Sinzig. Mancher Sinziger, der einen Soldaten traf, „wurde ausgekleidet und misshandelt, das weibliche Geschlecht öffentlich genotzüchtigt, sogar die Gattin im Angesicht des Gatten“, schreibt Wilhelm Vogel.
Vogel war von 1815 bis 1822 erster preußischer Bürgermeister von Sinzig. Er stellte 1819 eine Chronik der Stadt zusammen, auch für die Jahre vor seiner Zeit als Bürgermeister. Gerade die Epoche der französischen Besatzung ab 1794 behandelte Vogel besonders ausführlich. Damit jeder Sinziger einen guten Zugang zur Vergangenheit hat, hat Hans Kleinpass, der dieses Jahr verstorben ist, im Heimatjahrbuch Sinzigs von 1993 einige von Vogels Beobachtungen aufgearbeitet. Jeder kann dort nachlesen, wie Vogel die Besatzung durch die Franzosen als eine für die Sinziger sehr schwere Zeit schildert.

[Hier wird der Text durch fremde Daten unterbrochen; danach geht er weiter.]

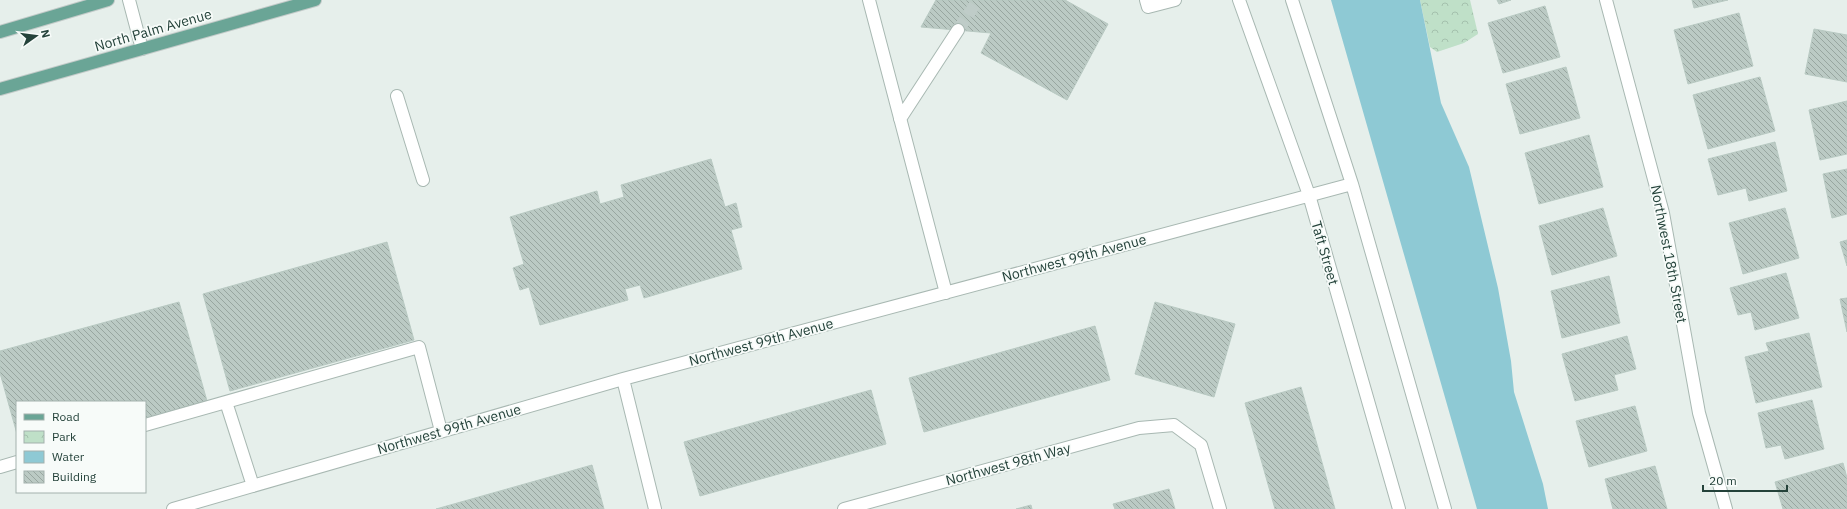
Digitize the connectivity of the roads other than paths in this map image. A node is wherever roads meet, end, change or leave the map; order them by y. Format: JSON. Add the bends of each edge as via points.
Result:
{"nodes":[{"id":1,"x":108,"y":0,"type":"edge"},
{"id":2,"x":129,"y":0,"type":"edge"},
{"id":3,"x":315,"y":0,"type":"edge"},
{"id":4,"x":869,"y":0,"type":"edge"},
{"id":5,"x":1175,"y":0,"type":"edge"},
{"id":6,"x":1239,"y":0,"type":"edge"},
{"id":7,"x":1292,"y":0,"type":"edge"},
{"id":8,"x":1606,"y":0,"type":"edge"},
{"id":9,"x":1147,"y":3,"type":"edge"},
{"id":10,"x":958,"y":30,"type":"tunnel mouth"},
{"id":11,"x":0,"y":32,"type":"edge"},
{"id":12,"x":142,"y":49,"type":"junction"},
{"id":13,"x":0,"y":89,"type":"edge"},
{"id":14,"x":397,"y":96,"type":"dead end"},
{"id":15,"x":900,"y":119,"type":"junction"},
{"id":16,"x":423,"y":180,"type":"dead end"},
{"id":17,"x":1352,"y":184,"type":"junction"},
{"id":18,"x":1309,"y":195,"type":"junction"},
{"id":19,"x":946,"y":292,"type":"junction"},
{"id":20,"x":623,"y":379,"type":"junction"},
{"id":21,"x":226,"y":402,"type":"junction"},
{"id":22,"x":146,"y":425,"type":"edge"},
{"id":23,"x":441,"y":431,"type":"junction"},
{"id":24,"x":16,"y":462,"type":"edge"},
{"id":25,"x":0,"y":467,"type":"edge"},
{"id":26,"x":253,"y":486,"type":"junction"},
{"id":27,"x":173,"y":509,"type":"edge"},
{"id":28,"x":655,"y":509,"type":"edge"},
{"id":29,"x":844,"y":509,"type":"edge"},
{"id":30,"x":1220,"y":509,"type":"edge"},
{"id":31,"x":1399,"y":509,"type":"edge"},
{"id":32,"x":1445,"y":509,"type":"edge"},
{"id":33,"x":1726,"y":509,"type":"edge"}],
"edges":[{"from":1,"to":11,"type":"main road"},
{"from":2,"to":12,"type":"street"},
{"from":3,"to":12,"type":"main road","name":"North Palm Avenue"},
{"from":4,"to":15,"type":"street"},
{"from":5,"to":9,"type":"street"},
{"from":6,"to":18,"type":"street","name":"Taft Street"},
{"from":7,"to":17,"type":"street"},
{"from":8,"to":33,"type":"street","name":"Northwest 18th Street","via":[[1663,213],[1700,413]]},
{"from":10,"to":15,"type":"street"},
{"from":12,"to":13,"type":"main road","name":"North Palm Avenue"},
{"from":14,"to":16,"type":"street"},
{"from":15,"to":19,"type":"street"},
{"from":17,"to":18,"type":"street","name":"Northwest 99th Avenue"},
{"from":17,"to":32,"type":"street"},
{"from":18,"to":19,"type":"street","name":"Northwest 99th Avenue"},
{"from":18,"to":31,"type":"street","name":"Taft Street"},
{"from":19,"to":20,"type":"street","name":"Northwest 99th Avenue"},
{"from":20,"to":23,"type":"street","name":"Northwest 99th Avenue"},
{"from":20,"to":28,"type":"street"},
{"from":21,"to":22,"type":"street"},
{"from":21,"to":23,"type":"street","via":[[419,347]]},
{"from":21,"to":26,"type":"street"},
{"from":23,"to":26,"type":"street","name":"Northwest 99th Avenue"},
{"from":24,"to":25,"type":"street"},
{"from":26,"to":27,"type":"street","name":"Northwest 99th Avenue"},
{"from":29,"to":30,"type":"street","name":"Northwest 98th Way","via":[[1139,428],[1174,425],[1201,445]]}]}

Jeglicher Handel sei gelähmt, Wirtshäuser und Kramläden geschlossen. Dafür waren die französischen Soldaten mit sogenannten Assignaten versehen gewesen. Damit zahlten die Besatzer, aber die Rücknahme dieses Papiergelds verweigerten sie. Das brachte viele Sinziger in Schulden und Not. Das Gefolge der französischen Armee soll ungewöhnlich zahlreich gewesen sein. Gewehre, Kleidung, Tuch, Heu, Hafer, Stroh und Holz wurden für die Besatzung akquiriert. Die Deutschen seien „als neue Brüder“ geplündert und misshandelt worden, zur gleichen Zeit hätten sie aber die Freiheitslieder der Franzosen mitsingen müssen. Dazu gehörte auch, dass sie „Vive la République“ aus vollem Halse mitschreien mussten, um nicht die Freiheit oder das Leben zu verlieren. Auch eine Viehseuche, die Sinzig 1796 ereilte, machte den Menschen zu schaffen. 800 Rinder starben. Für den Chronisten und Bürgermeister Vogel war dafür Napoleons Gefolge verantwortlich. Die Franzosen zogen seiner Beschreibung nach mit Viehherden „in kläglichem Zustand“ durch die Region.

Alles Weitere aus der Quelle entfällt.